How Capturing the Moment Ruins the Moment

Ever crack open your lighter just as Willie Nelson is getting ready to start crooning a soothing ballad, only to have approximately five billion people around you whip out their smartphones . . . or worse, iPads? Well, now there’s science to back up what every non-annoying person has known since the mid-2000s: picture taking can ruin your recollection of an event.

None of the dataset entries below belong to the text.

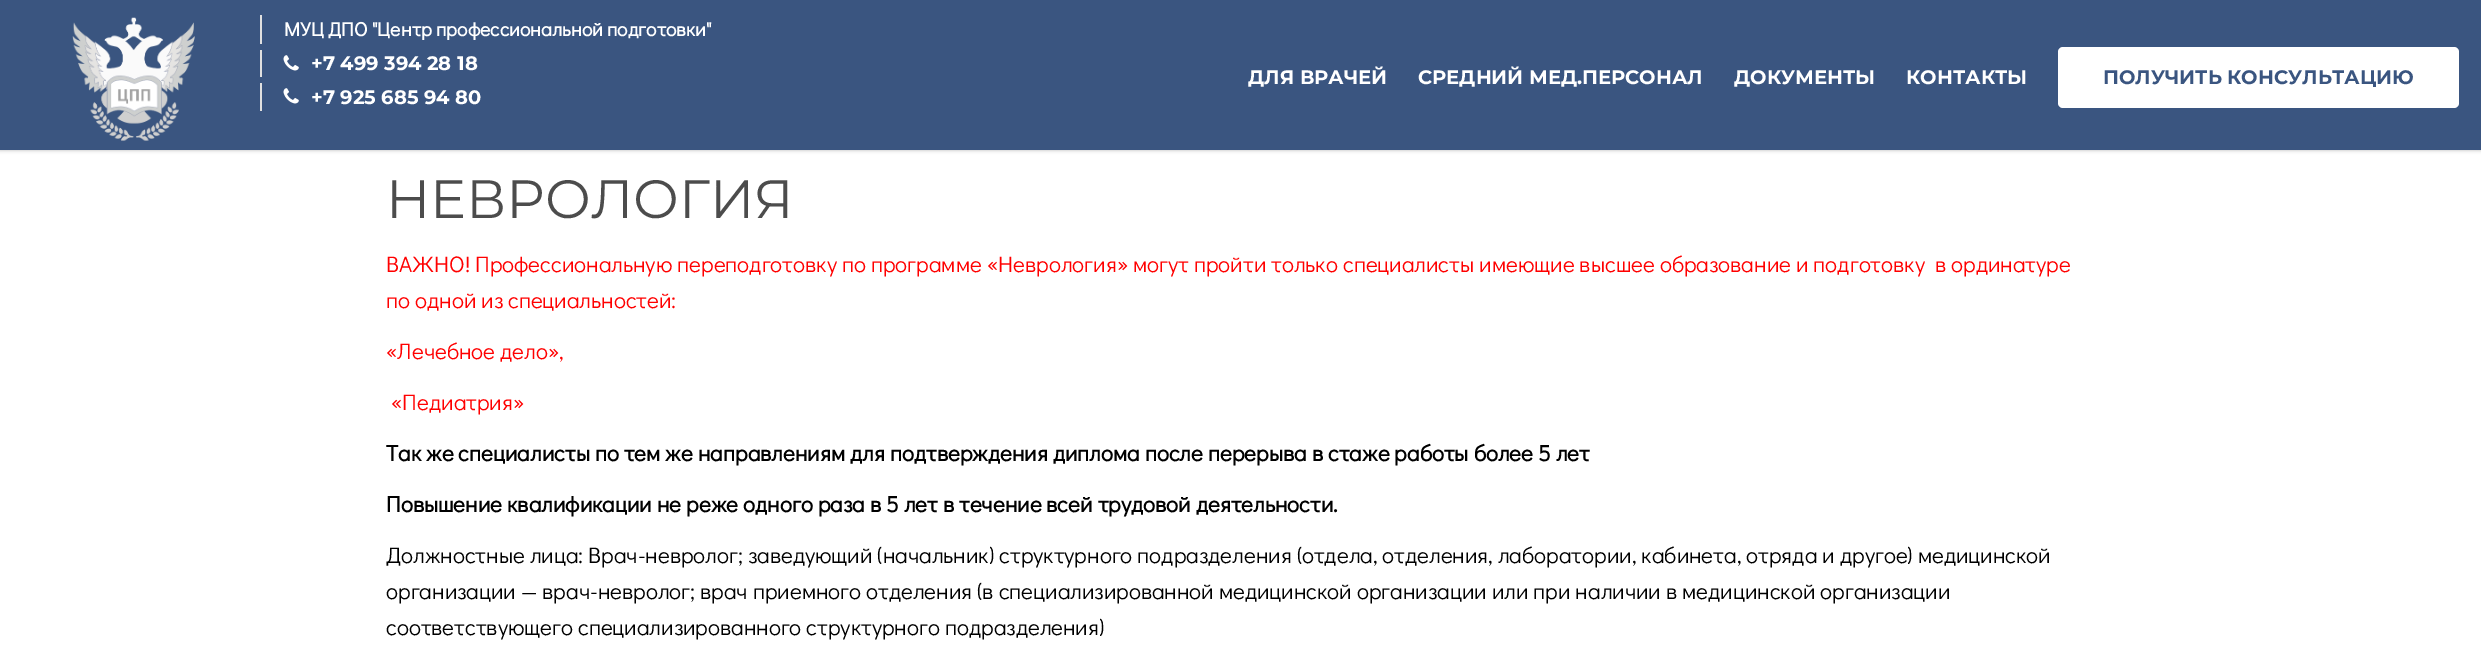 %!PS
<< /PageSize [2481 662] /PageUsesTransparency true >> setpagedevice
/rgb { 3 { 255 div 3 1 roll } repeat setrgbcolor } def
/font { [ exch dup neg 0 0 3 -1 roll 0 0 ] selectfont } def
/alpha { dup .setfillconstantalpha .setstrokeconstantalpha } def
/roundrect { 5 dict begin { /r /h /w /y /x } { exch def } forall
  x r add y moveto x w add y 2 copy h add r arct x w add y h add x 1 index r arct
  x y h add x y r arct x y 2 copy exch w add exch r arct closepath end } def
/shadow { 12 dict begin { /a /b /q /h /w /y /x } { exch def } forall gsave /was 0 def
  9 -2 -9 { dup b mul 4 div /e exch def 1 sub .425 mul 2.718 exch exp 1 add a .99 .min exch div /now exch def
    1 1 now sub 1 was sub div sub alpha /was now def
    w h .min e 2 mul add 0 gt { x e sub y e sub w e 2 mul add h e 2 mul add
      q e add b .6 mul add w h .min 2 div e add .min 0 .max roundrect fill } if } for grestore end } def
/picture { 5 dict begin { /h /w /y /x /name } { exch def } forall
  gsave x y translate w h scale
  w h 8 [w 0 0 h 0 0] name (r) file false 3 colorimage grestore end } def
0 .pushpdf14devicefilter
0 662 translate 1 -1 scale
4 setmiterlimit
255 255 255 rgb
0 0 2481 662 rectfill
0 0 0 rgb
0 0 2481 150 0 2 0.3 shadow
58 85 128 rgb
0 0 2481 150 rectfill
(img/1.rgb) 72 17 123 124 picture
224 224 224 rgb
260 15 2 29 rectfill
260 50 2 27 rectfill
(img/2.rgb) 283 55 16 16 picture
260 83 2 28 rectfill
(img/2.rgb) 283 88 16 16 picture
255 255 255 rgb
2058 47 401 61 5 roundrect fill
/DidactGothic-Bold 19.5 font
284 36 moveto (МУЦ ДПО "Центр профессиональной подготовки") show
/Montserrat-Bold 19.5 font
[
  [(+7 499 394 28 18) 311 70]
  [(+7 925 685 94 80) 311 104]
  [(ДЛЯ ВРАЧЕЙ) 1248 84]
  [(CРЕДНИЙ МЕД.ПЕРСОНАЛ) 1418 84]
  [(ДОКУМЕНТЫ) 1734 84]
  [(КОНТАКТЫ) 1906 84]
] { aload pop moveto show } forall
58 85 128 rgb
2103 84 moveto (ПОЛУЧИТЬ КОНСУЛЬТАЦИЮ) show
/Montserrat-Regular 54 font
76 76 76 rgb
386 218 moveto (НЕВРОЛОГИЯ) show
/DidactGothic-Regular 22.5 font
255 0 0 rgb
[
  [(ВАЖНО! Профессиональную переподготовку по программе «Неврология» могут пройти только специалисты имеющие высшее образование и подготовку  в ординатуре) 386 272]
  [(по одной из специальностей:) 386 308]
  [(«Лечебное дело»,) 386 359]
  [(«Педиатрия») 391 410]
] { aload pop moveto show } forall
/DidactGothic-Bold 22.5 font
0 0 0 rgb
386 461 moveto (Так же специалисты по тем же направлениям для подтверждения диплома после перерыва в стаже работы более 5 лет) show
386 512 moveto (Повышение квалификации не реже одного раза в 5 лет в течение всей трудовой деятельности.) show
/DidactGothic-Regular 22.5 font
[
  [(Должностные лица: Врач-невролог; заведующий \(начальник\) структурного подразделения \(отдела, отделения, лаборатории, кабинета, отряда и другое\) медицинской) 386 563]
  [(организации — врач-невролог; врач приемного отделения \(в специализированной медицинской организации или при наличии в медицинской организации) 386 599]
  [(соответствующего специализированного структурного подразделения\)) 386 635]
] { aload pop moveto show } forall
.poppdf14devicefilter showpage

In a study published in Psychological Science, researchers found that people who concentrated on taking pictures of something had a harder time remembering it than people who did not. The test was fairly simple: researchers took a group of university students through an art museum. During the tour, the students were asked to take note of certain items, either by taking pictures or merely remembering them. The next day, the students took a simple memory test. They had a harder time remembering details about items that they had photographed, but could recall more about items that they were asked to remember. The study’s author, Dr. Linda Henkel, calls this the “photo-taking impairment effect”.

“When people rely on technology to remember for them—counting on the camera to record the event and thus not needing to attend to it fully themselves—it can have a negative impact on how well they remember their experiences,” she explains.

So, there you have it, jerks who insist on taking two minutes of terrible Galaxy footage during concerts. Not only does no one on YouTube actually like your dumb shaky footage, but you won’t be able to remember as much of the concert because you weren’t “attending it fully”. Nice going.